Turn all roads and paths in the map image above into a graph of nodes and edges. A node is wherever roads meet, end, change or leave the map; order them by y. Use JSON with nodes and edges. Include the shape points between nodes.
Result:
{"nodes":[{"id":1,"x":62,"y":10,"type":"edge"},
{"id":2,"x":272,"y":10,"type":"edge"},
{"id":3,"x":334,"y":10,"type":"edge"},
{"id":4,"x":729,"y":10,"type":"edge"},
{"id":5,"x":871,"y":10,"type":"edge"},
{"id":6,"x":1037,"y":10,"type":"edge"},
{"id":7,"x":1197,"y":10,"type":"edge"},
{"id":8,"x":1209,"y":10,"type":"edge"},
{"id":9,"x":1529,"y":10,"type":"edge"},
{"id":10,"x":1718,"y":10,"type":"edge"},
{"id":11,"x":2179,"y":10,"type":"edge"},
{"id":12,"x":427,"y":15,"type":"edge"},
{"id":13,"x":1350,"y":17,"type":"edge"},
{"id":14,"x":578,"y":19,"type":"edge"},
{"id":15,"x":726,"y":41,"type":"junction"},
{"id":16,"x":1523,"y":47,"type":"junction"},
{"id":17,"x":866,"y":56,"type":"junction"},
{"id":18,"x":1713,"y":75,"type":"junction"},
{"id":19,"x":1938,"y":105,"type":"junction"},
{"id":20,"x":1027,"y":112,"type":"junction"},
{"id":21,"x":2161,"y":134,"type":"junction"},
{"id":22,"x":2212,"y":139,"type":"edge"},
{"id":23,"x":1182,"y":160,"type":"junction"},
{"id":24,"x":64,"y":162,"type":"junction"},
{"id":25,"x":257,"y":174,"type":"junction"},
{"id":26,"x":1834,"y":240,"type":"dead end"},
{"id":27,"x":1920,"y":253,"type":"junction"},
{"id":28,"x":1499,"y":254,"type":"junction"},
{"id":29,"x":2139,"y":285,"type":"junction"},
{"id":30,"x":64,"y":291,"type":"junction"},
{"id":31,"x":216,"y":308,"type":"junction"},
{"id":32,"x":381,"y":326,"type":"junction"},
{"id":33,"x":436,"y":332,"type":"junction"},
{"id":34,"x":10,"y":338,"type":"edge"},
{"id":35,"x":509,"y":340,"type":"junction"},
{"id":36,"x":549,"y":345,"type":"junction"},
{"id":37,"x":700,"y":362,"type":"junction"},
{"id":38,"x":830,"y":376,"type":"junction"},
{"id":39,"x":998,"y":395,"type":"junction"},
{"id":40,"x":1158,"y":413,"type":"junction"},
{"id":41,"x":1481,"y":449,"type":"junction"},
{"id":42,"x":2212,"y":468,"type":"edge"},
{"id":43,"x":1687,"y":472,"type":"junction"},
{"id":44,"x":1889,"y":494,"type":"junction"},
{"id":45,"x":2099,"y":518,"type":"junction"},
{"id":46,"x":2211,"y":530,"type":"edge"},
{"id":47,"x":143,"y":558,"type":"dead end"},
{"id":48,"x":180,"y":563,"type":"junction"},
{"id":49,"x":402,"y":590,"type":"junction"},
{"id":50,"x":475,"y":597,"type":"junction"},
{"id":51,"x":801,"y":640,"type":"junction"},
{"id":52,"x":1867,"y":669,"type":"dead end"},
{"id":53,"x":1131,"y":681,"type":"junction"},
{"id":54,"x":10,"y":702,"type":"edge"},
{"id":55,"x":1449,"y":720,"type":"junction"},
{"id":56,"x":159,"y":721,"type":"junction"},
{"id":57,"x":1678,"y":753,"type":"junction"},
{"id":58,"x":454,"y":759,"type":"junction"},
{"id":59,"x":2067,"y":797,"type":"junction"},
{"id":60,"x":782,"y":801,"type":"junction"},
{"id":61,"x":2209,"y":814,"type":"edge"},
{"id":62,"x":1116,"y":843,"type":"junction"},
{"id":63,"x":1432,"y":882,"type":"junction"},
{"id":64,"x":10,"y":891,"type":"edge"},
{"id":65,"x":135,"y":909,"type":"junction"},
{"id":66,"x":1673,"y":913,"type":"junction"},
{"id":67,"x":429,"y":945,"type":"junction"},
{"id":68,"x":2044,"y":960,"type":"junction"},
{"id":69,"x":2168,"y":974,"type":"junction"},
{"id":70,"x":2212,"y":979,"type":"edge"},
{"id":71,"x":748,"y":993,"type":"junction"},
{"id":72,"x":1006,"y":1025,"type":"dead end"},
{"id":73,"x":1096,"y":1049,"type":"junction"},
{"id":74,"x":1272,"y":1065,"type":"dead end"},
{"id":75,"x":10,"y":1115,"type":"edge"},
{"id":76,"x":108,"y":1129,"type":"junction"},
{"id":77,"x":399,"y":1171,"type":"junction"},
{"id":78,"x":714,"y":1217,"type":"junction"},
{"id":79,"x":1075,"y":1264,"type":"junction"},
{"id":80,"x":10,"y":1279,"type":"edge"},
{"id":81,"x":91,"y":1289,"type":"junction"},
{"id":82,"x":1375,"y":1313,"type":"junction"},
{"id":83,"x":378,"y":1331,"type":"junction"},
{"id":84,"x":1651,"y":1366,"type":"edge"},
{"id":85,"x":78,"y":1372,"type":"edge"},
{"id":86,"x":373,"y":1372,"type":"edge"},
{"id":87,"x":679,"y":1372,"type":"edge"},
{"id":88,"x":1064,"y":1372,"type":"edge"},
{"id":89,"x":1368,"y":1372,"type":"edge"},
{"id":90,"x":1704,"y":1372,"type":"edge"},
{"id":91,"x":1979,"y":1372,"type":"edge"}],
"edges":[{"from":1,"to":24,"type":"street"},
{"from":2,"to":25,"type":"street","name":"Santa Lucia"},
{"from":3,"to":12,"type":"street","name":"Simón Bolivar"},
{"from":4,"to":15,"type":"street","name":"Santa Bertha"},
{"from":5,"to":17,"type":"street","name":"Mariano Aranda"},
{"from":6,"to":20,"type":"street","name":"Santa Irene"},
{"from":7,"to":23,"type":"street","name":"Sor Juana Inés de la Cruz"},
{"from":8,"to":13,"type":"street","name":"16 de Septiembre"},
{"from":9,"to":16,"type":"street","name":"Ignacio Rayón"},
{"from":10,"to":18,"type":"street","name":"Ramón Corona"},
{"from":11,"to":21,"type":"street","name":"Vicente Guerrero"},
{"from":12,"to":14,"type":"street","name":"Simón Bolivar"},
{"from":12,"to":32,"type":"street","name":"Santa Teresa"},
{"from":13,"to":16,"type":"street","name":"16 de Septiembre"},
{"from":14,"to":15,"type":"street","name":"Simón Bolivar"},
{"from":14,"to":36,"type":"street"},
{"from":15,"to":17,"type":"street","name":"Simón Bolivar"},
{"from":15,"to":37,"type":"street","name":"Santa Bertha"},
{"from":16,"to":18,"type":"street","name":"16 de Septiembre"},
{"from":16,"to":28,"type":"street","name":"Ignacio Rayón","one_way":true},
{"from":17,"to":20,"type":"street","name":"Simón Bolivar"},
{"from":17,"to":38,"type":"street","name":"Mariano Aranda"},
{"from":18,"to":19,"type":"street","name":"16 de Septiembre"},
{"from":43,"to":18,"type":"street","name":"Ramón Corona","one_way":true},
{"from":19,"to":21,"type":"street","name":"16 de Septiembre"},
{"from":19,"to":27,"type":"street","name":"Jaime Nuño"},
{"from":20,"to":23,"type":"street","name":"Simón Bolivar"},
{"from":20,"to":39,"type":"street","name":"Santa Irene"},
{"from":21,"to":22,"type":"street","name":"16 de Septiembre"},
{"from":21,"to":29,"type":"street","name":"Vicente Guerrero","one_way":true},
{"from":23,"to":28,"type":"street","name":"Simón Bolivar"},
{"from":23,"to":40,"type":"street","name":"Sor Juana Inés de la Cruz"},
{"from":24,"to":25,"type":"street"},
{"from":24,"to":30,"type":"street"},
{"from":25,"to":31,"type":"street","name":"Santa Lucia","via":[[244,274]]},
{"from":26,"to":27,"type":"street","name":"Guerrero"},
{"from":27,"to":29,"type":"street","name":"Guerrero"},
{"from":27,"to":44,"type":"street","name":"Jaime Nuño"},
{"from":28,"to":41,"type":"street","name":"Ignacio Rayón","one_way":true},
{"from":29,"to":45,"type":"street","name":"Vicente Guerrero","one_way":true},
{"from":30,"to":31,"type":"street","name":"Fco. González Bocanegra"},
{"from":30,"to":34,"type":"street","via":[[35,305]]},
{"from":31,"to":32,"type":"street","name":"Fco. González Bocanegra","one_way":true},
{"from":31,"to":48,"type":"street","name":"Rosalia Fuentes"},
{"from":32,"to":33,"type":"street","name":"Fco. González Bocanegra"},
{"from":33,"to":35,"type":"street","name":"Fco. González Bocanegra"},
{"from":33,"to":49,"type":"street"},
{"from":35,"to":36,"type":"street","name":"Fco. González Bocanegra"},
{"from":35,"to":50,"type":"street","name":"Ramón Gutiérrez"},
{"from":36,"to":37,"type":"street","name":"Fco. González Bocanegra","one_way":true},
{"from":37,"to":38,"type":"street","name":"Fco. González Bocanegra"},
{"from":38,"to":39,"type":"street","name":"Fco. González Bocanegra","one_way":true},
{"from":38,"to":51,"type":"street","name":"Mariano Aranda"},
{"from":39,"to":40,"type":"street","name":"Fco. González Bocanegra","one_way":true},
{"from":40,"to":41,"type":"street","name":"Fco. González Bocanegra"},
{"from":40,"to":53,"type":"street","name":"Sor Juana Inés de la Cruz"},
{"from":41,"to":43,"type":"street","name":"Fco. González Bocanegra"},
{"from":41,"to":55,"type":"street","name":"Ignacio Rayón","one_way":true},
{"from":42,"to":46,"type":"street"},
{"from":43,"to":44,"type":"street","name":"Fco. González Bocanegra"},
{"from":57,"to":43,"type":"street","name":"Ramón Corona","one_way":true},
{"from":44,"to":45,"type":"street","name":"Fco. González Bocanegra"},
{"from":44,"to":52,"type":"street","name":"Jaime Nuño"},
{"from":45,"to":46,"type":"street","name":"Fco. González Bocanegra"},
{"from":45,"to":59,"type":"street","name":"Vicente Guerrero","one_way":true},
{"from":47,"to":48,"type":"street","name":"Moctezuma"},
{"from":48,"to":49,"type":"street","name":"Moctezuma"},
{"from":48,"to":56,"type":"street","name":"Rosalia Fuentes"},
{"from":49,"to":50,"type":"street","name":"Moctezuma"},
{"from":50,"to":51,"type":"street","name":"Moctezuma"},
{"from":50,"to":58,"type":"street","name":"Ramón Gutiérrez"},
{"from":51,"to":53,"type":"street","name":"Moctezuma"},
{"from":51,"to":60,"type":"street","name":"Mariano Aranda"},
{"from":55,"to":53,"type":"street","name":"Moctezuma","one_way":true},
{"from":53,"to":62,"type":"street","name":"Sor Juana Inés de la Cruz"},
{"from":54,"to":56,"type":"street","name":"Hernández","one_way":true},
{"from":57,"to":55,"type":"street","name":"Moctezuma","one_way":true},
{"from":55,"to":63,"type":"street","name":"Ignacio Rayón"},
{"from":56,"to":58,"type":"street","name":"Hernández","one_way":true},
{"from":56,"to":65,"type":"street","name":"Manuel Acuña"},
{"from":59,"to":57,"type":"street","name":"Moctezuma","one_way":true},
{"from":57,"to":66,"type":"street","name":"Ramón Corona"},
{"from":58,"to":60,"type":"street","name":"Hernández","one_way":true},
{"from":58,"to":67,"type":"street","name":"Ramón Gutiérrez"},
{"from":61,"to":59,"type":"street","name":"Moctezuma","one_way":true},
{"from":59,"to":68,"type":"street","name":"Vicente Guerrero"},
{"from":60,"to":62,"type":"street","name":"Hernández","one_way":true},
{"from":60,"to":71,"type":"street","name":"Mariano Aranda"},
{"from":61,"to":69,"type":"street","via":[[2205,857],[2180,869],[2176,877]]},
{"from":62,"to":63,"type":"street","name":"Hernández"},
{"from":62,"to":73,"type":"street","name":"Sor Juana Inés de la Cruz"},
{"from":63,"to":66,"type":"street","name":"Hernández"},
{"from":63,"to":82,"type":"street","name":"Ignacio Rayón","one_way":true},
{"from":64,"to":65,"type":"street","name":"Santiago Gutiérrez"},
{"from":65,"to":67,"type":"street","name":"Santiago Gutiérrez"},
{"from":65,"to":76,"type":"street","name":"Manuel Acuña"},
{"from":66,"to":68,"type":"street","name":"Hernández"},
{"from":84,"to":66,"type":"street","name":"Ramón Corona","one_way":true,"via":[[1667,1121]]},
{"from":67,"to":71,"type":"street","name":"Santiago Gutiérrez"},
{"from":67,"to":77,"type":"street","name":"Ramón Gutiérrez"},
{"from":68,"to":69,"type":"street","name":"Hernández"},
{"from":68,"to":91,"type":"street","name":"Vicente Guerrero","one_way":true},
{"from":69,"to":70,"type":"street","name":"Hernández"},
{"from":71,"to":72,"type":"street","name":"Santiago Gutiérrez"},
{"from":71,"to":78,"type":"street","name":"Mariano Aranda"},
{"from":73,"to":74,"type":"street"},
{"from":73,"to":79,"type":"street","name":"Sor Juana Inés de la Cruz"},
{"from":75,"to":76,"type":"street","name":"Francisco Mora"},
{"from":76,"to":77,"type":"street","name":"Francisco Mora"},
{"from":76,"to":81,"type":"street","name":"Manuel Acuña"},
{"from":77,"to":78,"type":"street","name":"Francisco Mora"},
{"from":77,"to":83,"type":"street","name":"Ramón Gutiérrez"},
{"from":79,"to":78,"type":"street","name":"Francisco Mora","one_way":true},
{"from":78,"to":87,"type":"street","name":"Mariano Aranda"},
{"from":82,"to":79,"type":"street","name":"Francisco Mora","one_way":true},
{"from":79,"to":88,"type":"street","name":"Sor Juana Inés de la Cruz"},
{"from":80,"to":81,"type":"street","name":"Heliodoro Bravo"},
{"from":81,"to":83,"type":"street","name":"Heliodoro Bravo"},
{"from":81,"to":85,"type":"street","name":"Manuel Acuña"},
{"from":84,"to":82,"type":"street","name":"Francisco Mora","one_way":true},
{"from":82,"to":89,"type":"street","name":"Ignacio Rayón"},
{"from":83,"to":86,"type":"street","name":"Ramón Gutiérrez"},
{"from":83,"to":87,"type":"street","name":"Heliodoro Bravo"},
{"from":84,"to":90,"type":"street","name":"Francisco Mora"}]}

------------------------------------------------------------

▸ Directions for this task: Look through the entries above for the word "Santa". Say how many lines contain it, using only a number.

▸ Solution to this problem: 7